## Dataset records:
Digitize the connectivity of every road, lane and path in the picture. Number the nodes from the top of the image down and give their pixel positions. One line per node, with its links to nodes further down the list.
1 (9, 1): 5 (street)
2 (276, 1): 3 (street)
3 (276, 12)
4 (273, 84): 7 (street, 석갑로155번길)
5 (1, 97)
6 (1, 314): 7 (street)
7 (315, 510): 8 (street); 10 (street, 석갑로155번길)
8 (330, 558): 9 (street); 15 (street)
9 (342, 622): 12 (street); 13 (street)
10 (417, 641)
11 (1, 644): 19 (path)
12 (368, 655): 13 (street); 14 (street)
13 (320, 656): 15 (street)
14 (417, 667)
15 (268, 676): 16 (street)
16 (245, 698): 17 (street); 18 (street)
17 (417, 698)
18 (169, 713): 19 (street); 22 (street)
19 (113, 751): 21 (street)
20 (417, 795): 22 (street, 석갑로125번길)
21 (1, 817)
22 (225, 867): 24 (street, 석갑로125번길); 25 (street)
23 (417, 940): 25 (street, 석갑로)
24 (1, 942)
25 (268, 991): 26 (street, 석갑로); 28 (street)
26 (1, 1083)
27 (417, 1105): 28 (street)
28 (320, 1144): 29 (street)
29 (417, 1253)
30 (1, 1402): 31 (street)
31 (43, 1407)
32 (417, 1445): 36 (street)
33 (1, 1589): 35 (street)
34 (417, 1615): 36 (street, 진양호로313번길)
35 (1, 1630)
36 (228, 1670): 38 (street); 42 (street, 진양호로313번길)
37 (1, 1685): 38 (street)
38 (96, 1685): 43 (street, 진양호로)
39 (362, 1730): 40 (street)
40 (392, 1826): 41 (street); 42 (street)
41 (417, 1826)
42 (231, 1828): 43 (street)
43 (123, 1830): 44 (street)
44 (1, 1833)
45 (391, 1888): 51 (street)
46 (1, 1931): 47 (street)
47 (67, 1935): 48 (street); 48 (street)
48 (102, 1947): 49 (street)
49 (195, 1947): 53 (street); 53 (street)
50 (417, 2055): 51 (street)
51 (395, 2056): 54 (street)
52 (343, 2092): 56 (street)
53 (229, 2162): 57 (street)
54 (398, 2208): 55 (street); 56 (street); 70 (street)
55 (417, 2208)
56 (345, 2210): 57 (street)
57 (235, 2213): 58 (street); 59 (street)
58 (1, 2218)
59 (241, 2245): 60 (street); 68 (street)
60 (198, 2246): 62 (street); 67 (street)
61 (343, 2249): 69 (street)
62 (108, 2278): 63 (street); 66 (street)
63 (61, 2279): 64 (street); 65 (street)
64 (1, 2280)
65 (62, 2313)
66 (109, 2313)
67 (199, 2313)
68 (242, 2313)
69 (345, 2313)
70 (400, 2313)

## HOW TO COMPLETE THIS TASK:
Filter the entries down to the lines holding the string "path". Copy each of those lines.

## SOLUTION:
Digitize the connectivity of every road, lane and path in the picture. Number the nodes from the top of the image down and give their pixel positions. One line per node, with its links to nodes further down the list.
11 (1, 644): 19 (path)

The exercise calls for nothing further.